**Task prompt**. Find every line in the records below that holds the word "Kinswood", and copy each one.

---------- Data ----------

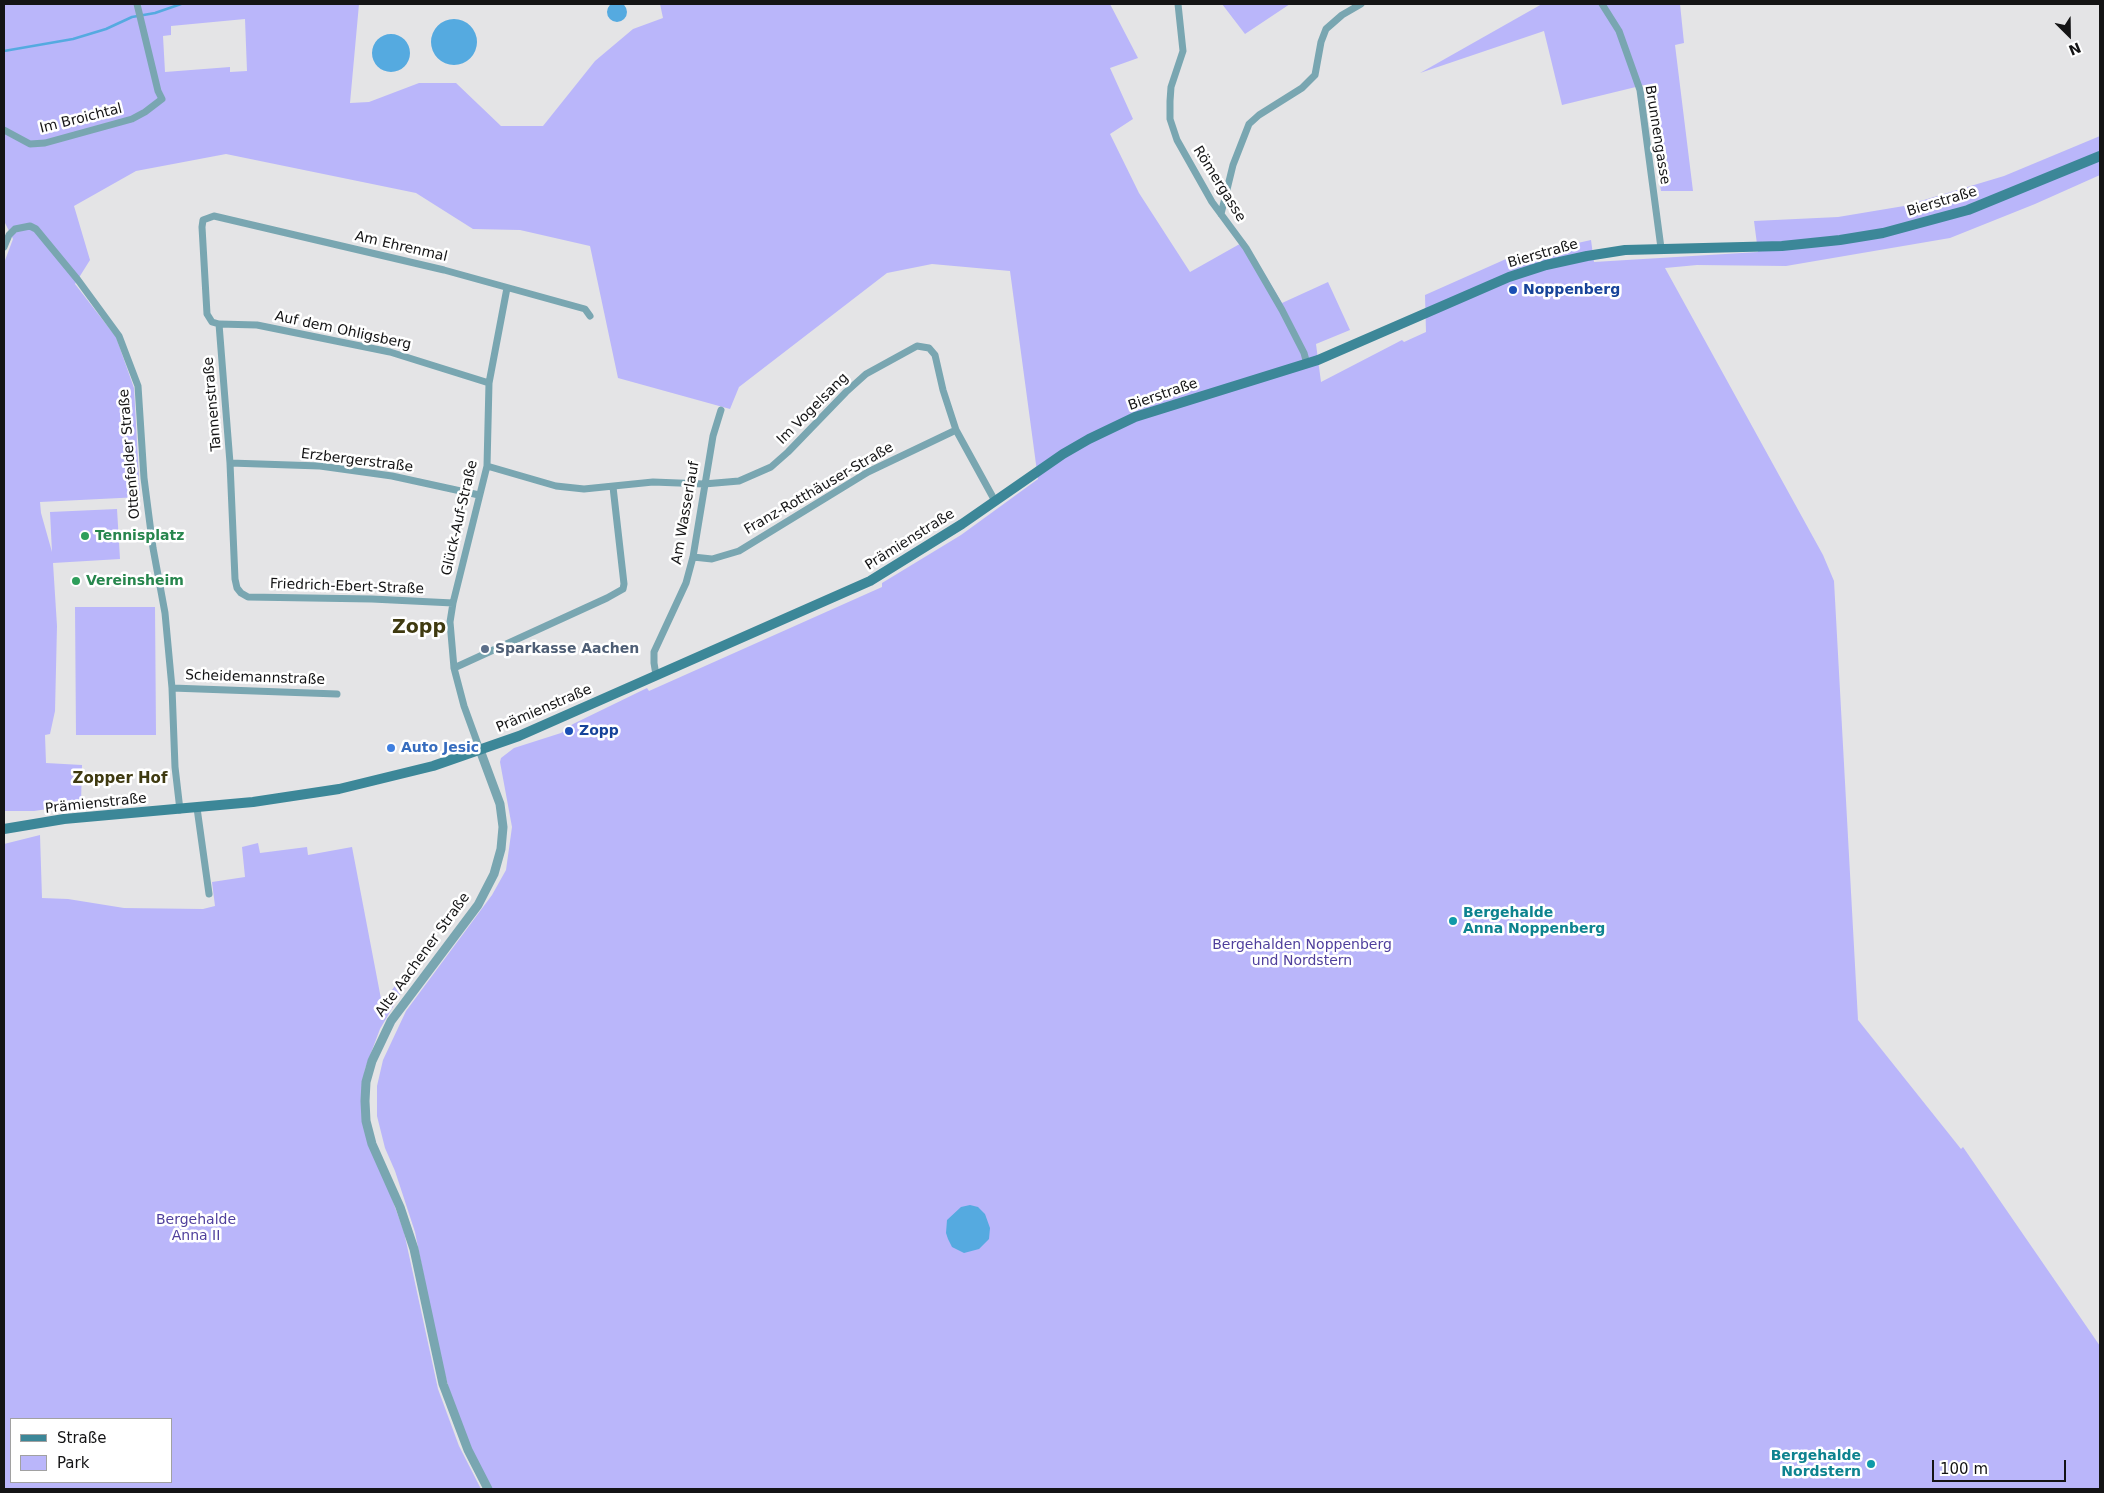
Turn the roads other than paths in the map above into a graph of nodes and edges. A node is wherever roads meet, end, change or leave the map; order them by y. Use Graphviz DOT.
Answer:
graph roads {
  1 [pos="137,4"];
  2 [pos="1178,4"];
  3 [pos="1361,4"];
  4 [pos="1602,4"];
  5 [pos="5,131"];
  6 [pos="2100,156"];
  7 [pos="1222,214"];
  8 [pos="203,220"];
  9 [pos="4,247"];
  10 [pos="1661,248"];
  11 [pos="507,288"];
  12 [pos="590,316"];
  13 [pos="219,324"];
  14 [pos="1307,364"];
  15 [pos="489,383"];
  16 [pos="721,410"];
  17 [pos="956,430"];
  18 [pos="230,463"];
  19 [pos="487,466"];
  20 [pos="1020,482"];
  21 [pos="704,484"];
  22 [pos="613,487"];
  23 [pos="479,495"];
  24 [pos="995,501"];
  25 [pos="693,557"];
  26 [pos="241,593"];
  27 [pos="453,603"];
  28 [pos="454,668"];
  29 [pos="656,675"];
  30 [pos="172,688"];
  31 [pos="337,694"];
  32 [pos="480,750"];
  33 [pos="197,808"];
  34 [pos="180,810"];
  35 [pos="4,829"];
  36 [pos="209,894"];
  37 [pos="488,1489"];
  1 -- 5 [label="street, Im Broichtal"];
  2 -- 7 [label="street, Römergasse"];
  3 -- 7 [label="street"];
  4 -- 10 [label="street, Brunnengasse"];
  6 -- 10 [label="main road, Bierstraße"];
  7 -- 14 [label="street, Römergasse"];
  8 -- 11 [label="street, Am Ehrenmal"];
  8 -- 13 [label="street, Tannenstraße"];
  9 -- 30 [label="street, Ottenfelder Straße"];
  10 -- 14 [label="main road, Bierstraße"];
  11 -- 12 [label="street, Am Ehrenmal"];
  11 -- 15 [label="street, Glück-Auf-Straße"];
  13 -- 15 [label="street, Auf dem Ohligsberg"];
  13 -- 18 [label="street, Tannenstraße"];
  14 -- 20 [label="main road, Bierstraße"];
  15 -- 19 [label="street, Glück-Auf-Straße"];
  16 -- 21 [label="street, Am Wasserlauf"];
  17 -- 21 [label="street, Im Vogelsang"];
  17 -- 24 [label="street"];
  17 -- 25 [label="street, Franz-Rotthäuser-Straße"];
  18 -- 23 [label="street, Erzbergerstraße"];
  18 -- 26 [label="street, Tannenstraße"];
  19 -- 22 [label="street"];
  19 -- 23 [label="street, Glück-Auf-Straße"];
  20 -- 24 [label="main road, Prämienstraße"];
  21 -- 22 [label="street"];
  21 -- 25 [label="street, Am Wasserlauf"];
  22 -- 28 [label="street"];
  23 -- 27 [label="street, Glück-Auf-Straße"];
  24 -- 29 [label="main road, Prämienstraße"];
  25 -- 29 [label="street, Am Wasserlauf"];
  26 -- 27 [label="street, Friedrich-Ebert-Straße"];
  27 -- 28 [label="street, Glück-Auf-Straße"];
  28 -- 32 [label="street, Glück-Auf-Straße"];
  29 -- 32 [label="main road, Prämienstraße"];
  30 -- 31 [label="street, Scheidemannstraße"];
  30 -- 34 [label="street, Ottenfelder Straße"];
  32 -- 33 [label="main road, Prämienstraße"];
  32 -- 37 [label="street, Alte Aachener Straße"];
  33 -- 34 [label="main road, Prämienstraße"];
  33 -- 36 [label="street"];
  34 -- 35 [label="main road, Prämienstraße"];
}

----------
---------- Data ----------

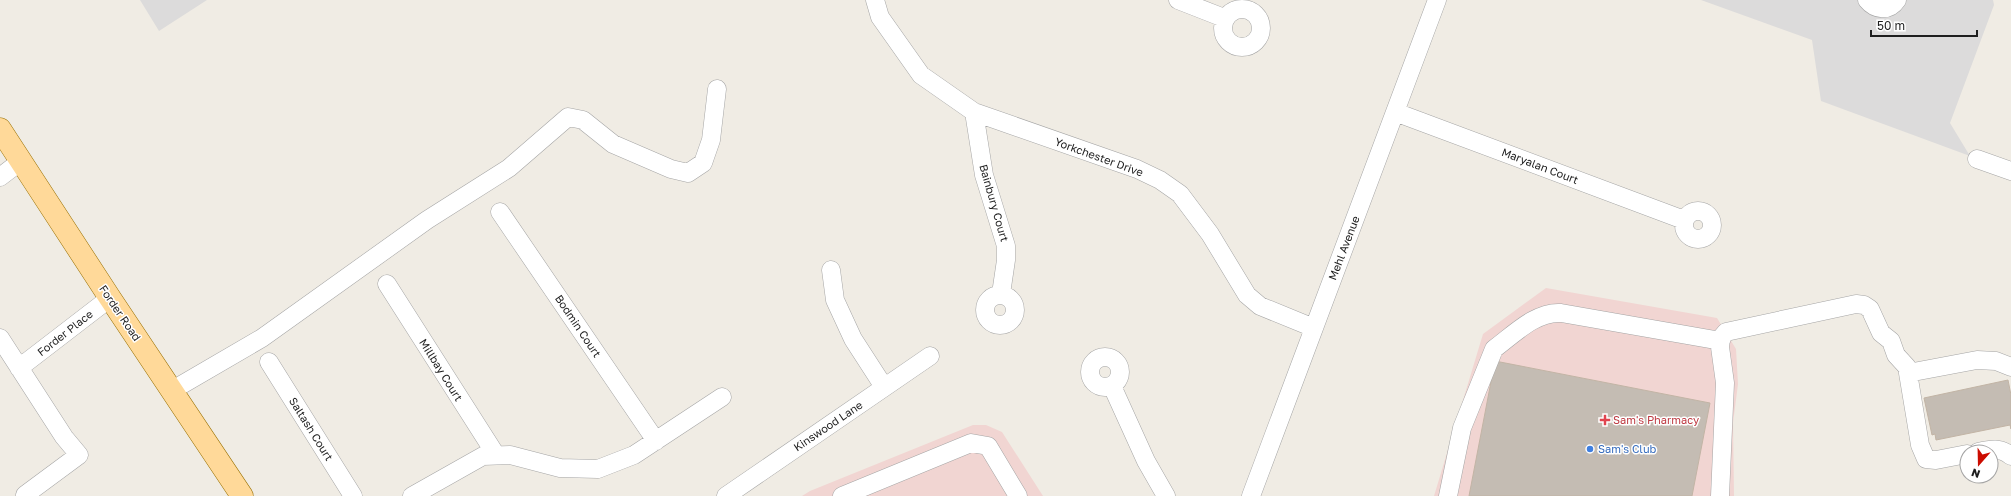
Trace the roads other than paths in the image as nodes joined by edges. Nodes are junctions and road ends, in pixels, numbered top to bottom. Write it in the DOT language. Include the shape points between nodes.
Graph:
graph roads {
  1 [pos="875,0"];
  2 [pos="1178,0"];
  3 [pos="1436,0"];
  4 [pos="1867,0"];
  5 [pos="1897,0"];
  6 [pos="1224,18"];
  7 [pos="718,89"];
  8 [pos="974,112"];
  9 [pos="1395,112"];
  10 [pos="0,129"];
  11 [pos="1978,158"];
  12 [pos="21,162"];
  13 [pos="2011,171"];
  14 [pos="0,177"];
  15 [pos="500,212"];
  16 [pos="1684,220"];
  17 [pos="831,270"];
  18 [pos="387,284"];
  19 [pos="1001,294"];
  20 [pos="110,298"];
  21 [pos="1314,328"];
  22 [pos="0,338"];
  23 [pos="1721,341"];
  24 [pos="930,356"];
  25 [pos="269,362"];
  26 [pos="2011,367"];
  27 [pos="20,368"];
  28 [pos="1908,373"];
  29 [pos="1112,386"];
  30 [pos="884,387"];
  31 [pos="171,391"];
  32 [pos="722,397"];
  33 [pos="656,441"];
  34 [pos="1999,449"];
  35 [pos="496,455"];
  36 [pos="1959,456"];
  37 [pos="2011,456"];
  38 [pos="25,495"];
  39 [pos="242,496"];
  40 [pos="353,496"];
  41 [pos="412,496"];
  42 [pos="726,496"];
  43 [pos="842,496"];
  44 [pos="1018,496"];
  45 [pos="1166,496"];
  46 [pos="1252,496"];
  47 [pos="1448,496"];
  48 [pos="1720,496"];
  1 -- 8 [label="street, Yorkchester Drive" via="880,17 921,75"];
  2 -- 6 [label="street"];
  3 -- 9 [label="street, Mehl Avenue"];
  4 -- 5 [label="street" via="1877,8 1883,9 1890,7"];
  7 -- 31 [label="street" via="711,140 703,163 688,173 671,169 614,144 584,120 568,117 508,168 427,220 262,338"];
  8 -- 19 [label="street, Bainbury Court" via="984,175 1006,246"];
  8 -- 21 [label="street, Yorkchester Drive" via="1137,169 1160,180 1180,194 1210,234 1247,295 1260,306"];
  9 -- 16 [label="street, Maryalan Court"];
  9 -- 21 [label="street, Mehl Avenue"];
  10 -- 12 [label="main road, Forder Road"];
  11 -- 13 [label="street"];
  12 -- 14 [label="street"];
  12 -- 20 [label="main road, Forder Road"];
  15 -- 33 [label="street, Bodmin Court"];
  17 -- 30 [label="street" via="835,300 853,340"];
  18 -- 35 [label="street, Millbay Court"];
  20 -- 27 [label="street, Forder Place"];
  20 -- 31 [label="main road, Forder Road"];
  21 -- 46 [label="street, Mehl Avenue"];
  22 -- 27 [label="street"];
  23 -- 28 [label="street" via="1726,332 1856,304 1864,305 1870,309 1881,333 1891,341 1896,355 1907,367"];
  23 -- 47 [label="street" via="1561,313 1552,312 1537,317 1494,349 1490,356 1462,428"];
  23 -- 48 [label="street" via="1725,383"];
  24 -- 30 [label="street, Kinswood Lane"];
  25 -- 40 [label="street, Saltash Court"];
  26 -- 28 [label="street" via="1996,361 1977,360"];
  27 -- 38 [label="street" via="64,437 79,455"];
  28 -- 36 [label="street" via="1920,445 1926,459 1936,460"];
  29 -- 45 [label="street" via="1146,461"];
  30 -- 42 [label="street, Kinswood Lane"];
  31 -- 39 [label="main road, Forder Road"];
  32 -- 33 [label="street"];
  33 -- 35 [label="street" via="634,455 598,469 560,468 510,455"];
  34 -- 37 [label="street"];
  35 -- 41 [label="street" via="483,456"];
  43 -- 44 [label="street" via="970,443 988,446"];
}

----------

**Reply to the task**.
  24 -- 30 [label="street, Kinswood Lane"];
  30 -- 42 [label="street, Kinswood Lane"];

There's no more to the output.